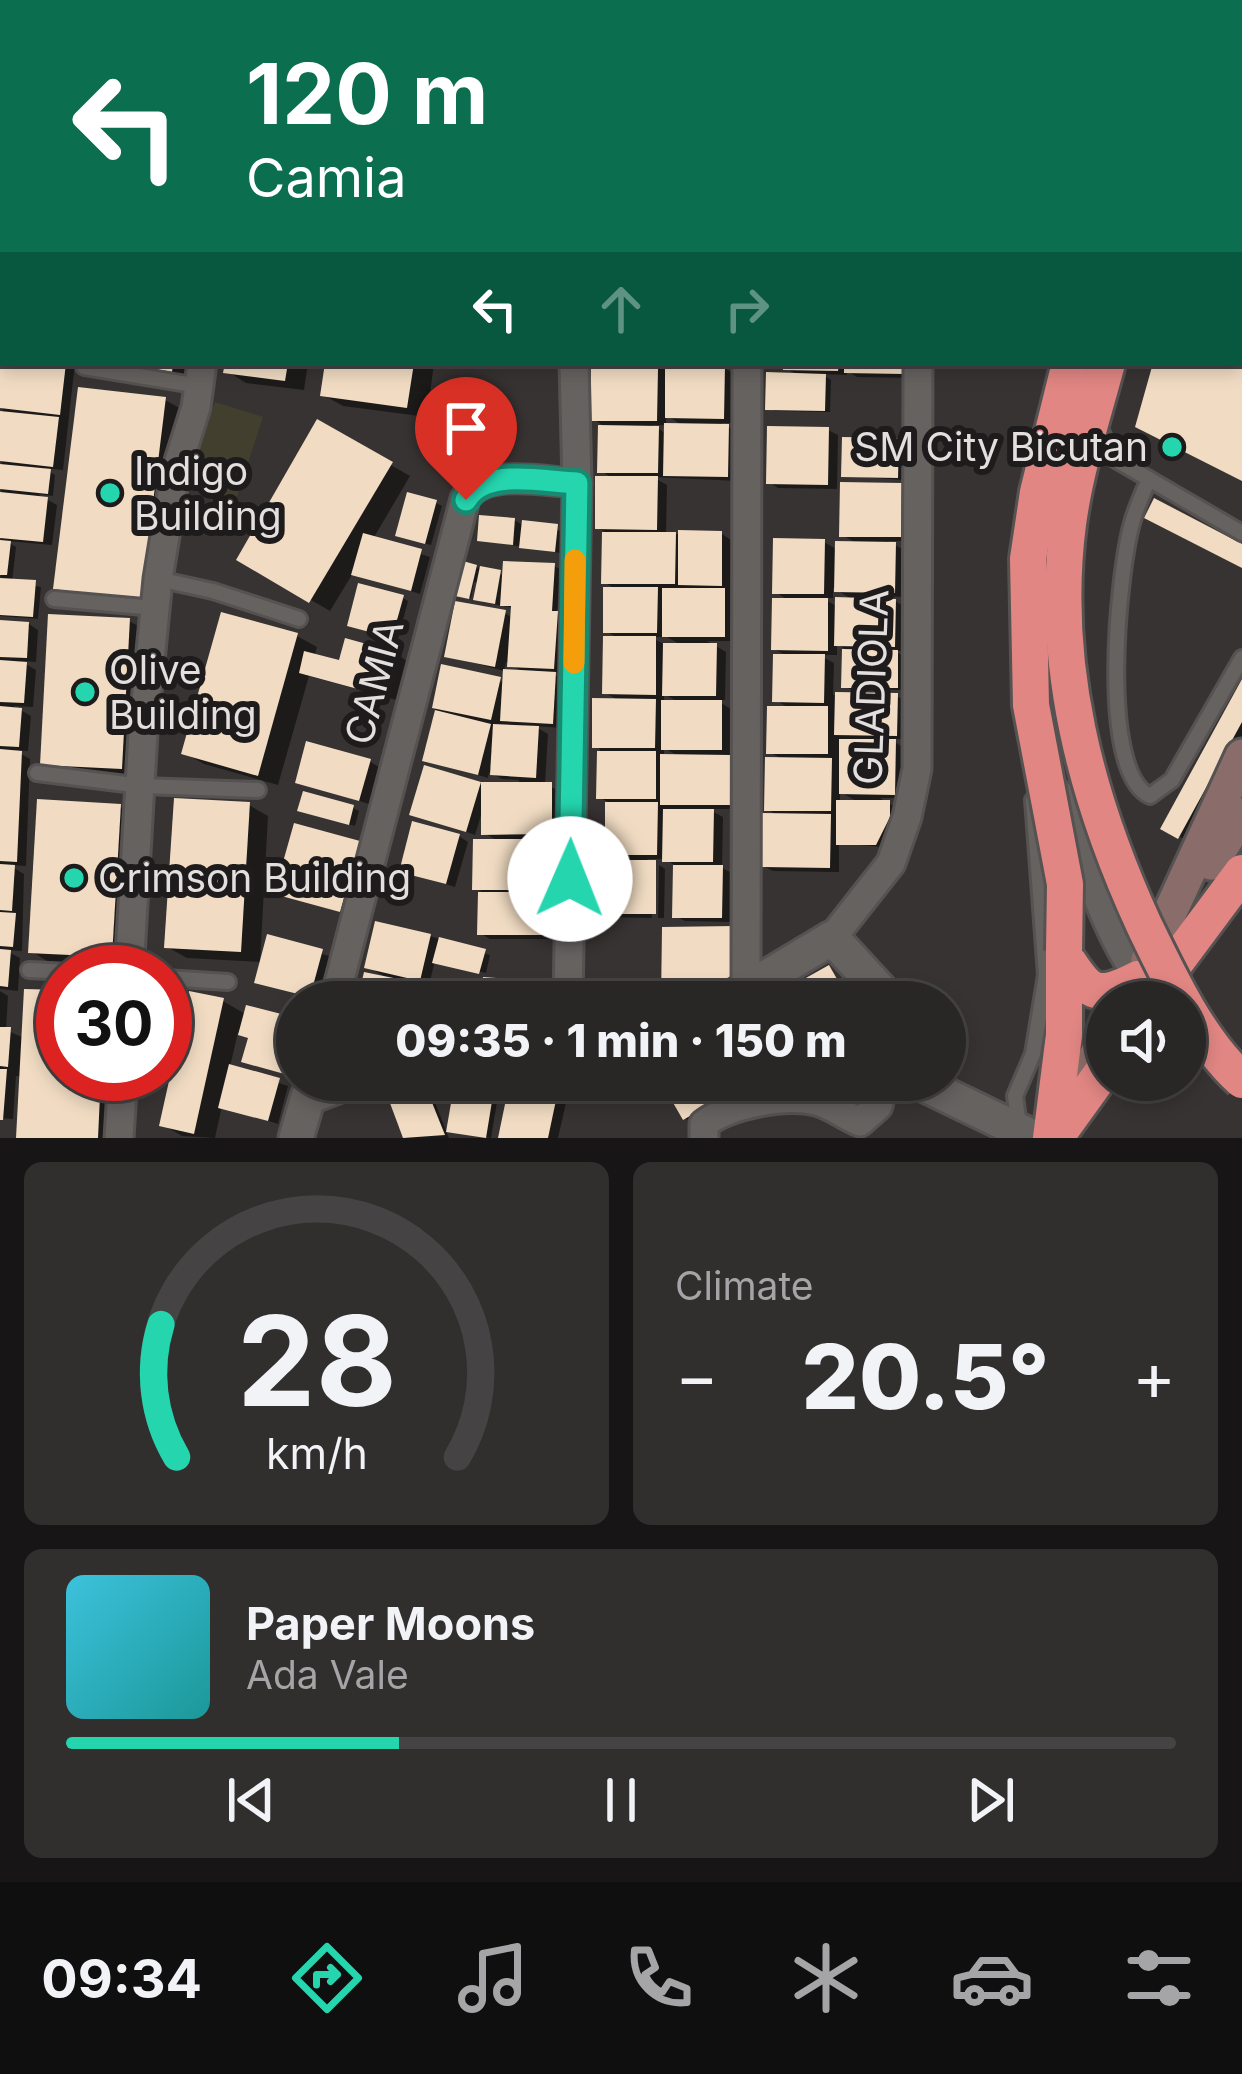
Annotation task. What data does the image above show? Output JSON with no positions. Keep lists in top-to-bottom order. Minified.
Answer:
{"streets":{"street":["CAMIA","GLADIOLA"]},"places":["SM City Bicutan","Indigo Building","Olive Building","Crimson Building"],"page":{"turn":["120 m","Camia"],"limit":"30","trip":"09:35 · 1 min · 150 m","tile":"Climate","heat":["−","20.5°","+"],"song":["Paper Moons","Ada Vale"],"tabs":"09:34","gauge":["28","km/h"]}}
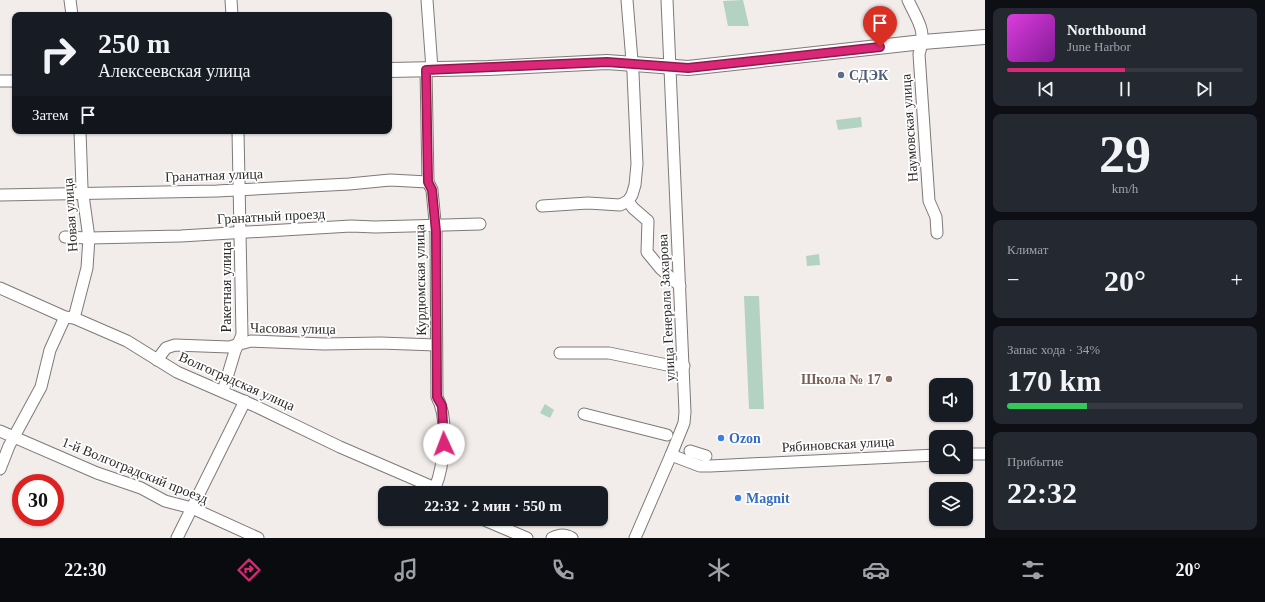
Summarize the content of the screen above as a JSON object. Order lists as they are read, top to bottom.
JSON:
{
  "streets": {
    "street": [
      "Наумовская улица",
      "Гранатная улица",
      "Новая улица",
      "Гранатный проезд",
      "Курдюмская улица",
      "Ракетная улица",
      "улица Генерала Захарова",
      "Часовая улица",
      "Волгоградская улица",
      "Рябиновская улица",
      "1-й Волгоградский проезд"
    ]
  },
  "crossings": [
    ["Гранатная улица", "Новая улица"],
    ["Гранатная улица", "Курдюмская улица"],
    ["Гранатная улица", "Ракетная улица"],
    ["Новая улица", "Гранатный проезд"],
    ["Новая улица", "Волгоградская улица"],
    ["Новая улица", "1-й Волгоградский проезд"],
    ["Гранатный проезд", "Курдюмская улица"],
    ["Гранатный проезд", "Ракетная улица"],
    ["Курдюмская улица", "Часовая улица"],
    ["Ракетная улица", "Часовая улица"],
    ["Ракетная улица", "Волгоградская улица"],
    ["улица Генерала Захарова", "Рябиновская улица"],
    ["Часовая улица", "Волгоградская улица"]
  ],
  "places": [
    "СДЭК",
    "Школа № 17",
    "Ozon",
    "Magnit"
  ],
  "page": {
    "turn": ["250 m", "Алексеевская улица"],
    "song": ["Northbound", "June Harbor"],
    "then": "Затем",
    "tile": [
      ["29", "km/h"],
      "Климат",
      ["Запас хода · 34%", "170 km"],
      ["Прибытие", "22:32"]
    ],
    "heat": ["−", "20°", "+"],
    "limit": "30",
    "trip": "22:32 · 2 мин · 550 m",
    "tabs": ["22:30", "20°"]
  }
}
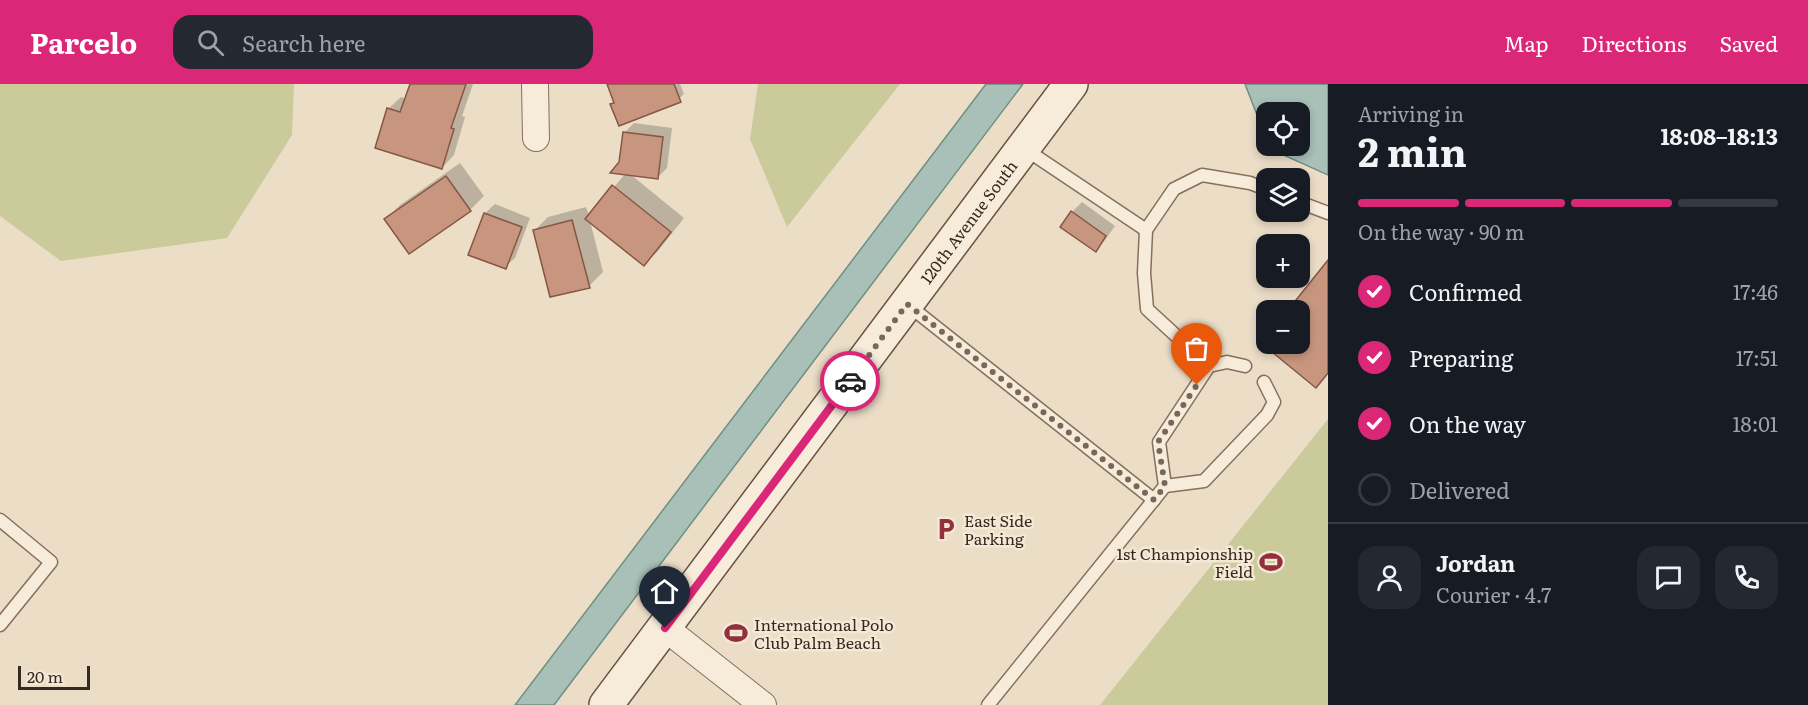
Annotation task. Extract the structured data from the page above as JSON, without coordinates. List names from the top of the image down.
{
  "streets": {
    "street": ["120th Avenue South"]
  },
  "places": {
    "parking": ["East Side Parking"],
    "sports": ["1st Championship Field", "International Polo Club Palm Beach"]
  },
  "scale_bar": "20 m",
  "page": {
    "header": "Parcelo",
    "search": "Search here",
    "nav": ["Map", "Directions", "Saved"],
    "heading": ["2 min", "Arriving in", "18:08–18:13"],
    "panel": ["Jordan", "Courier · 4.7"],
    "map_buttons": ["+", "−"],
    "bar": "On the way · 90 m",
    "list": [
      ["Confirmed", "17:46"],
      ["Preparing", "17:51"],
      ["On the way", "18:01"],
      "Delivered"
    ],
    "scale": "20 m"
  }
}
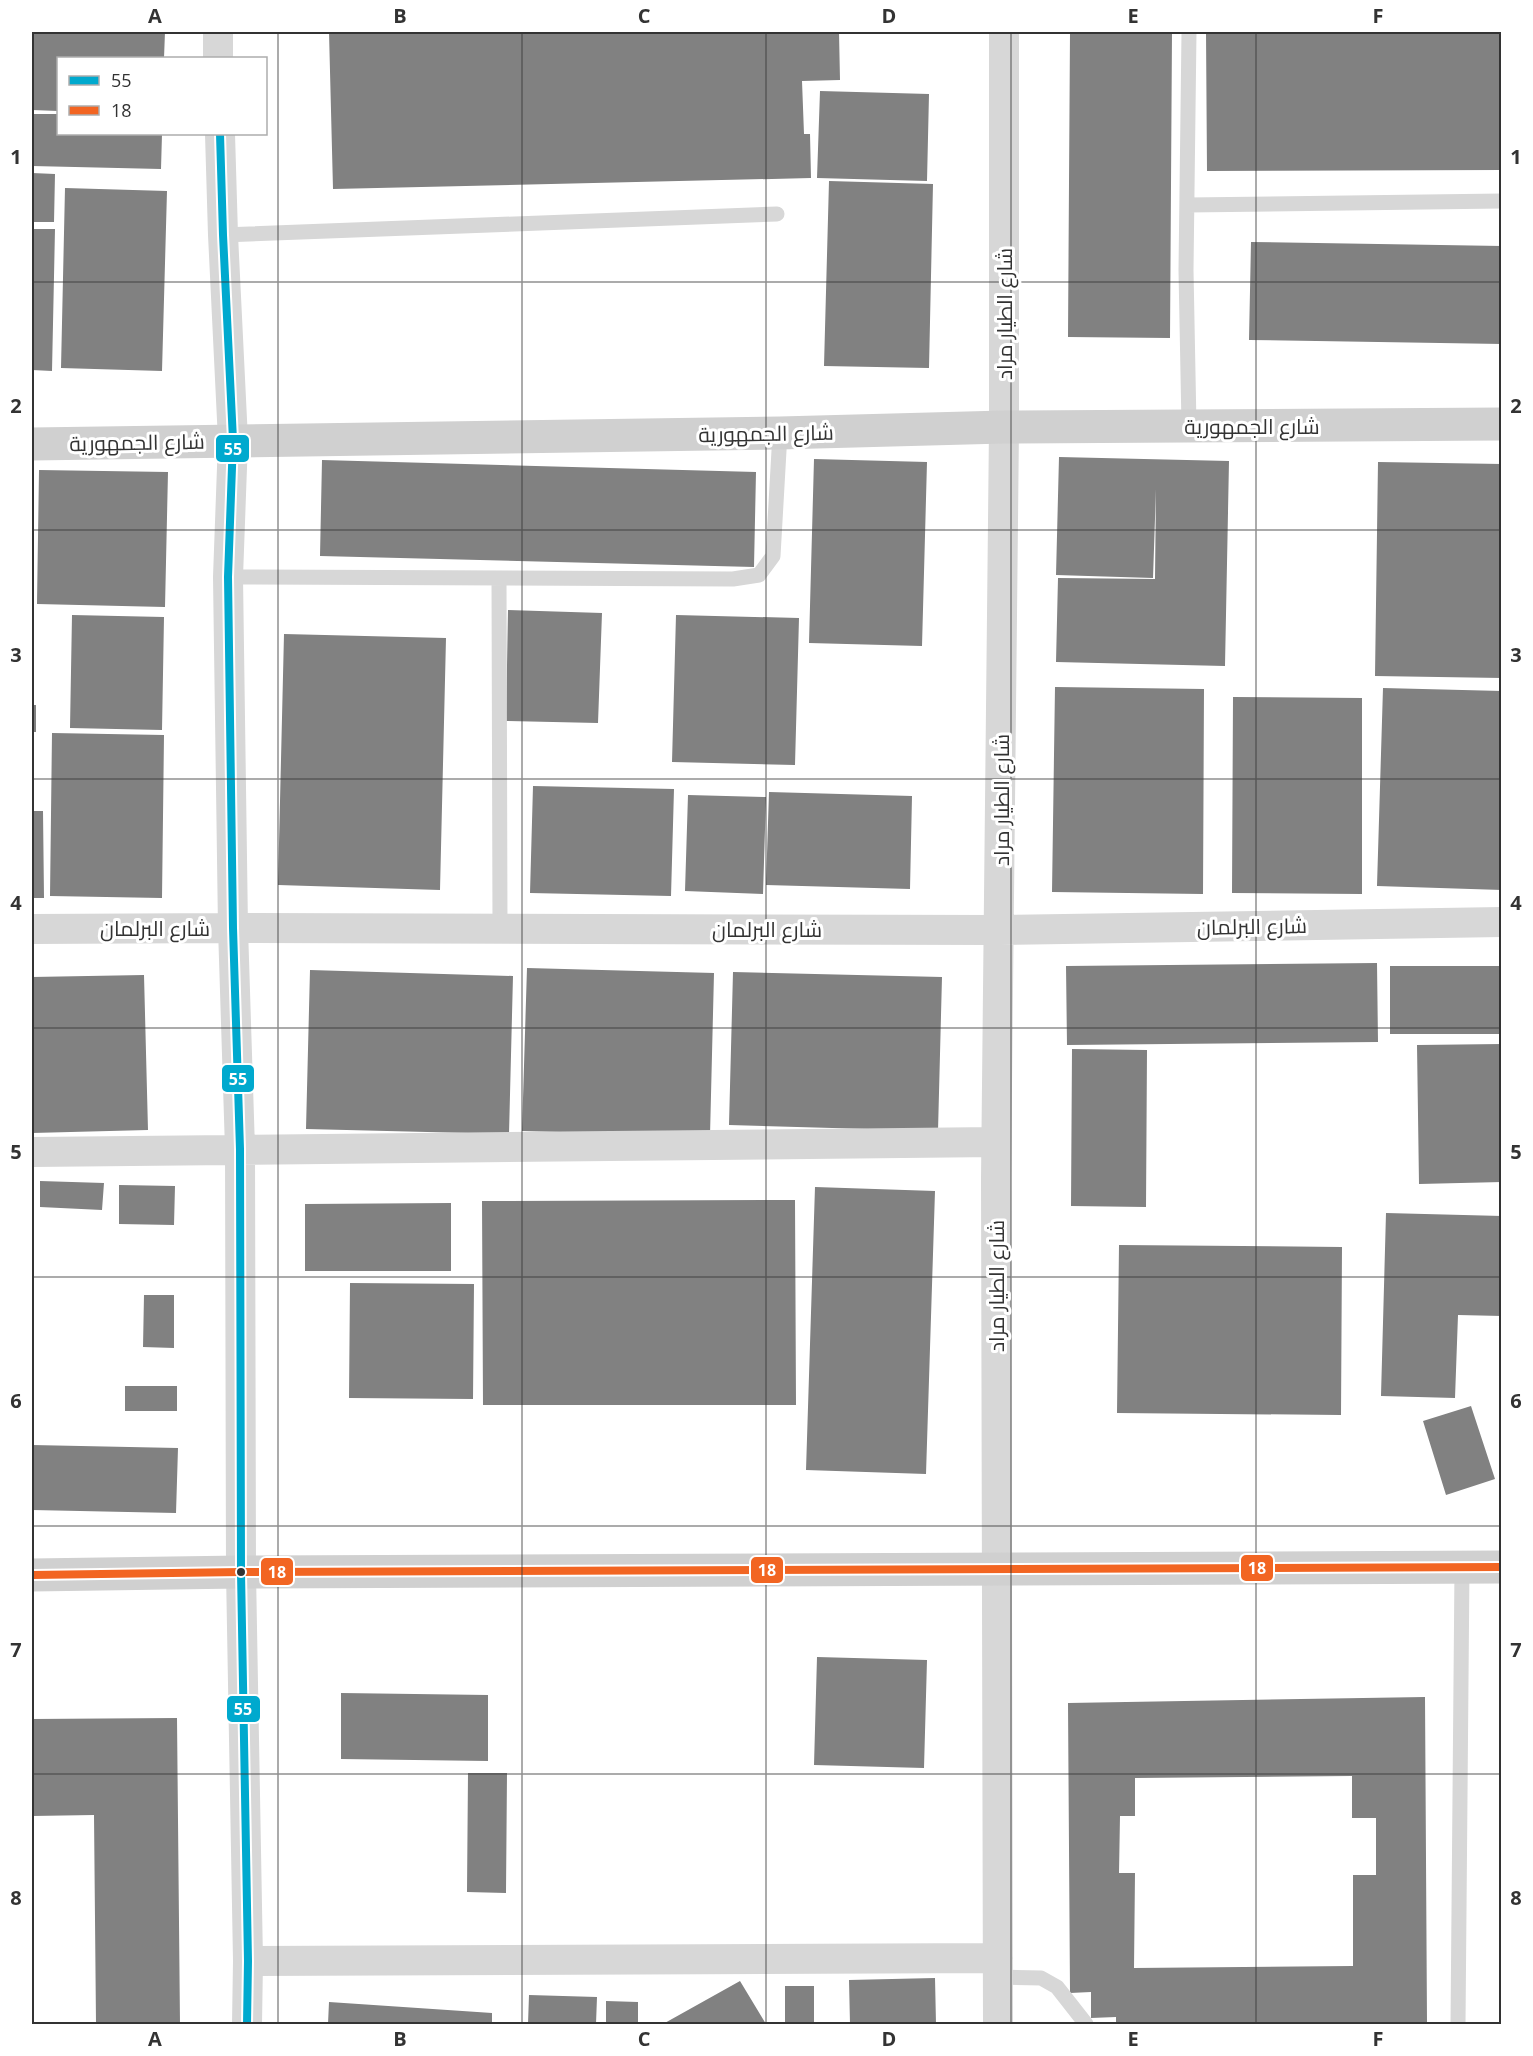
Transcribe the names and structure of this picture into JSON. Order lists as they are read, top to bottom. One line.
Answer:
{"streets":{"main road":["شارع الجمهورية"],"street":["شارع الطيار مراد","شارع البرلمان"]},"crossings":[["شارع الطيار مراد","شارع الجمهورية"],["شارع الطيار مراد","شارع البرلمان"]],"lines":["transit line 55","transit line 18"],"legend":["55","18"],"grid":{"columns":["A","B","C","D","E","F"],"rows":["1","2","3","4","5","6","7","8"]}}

════════

What the task requires: From the first line above down to the line with "Summarize the content", reproduce every line and no others, omitting pictures.

Task solution:
Annotation task. What data does the image above show? Output JSON with no positions. Keep lists in top-to-bottom order. Minified.
Answer:
{"streets":{"street":["CAMIA","GLADIOLA"]},"places":["SM City Bicutan","Indigo Building","Olive Building","Crimson Building"],"page":{"turn":["120 m","Camia"],"limit":"30","trip":"09:35 · 1 min · 150 m","tile":"Climate","heat":["−","20.5°","+"],"song":["Paper Moons","Ada Vale"],"tabs":"09:34","gauge":["28","km/h"]}}
Summarize the content of the screen above as a JSON object. Order lists as they are read, top to bottom.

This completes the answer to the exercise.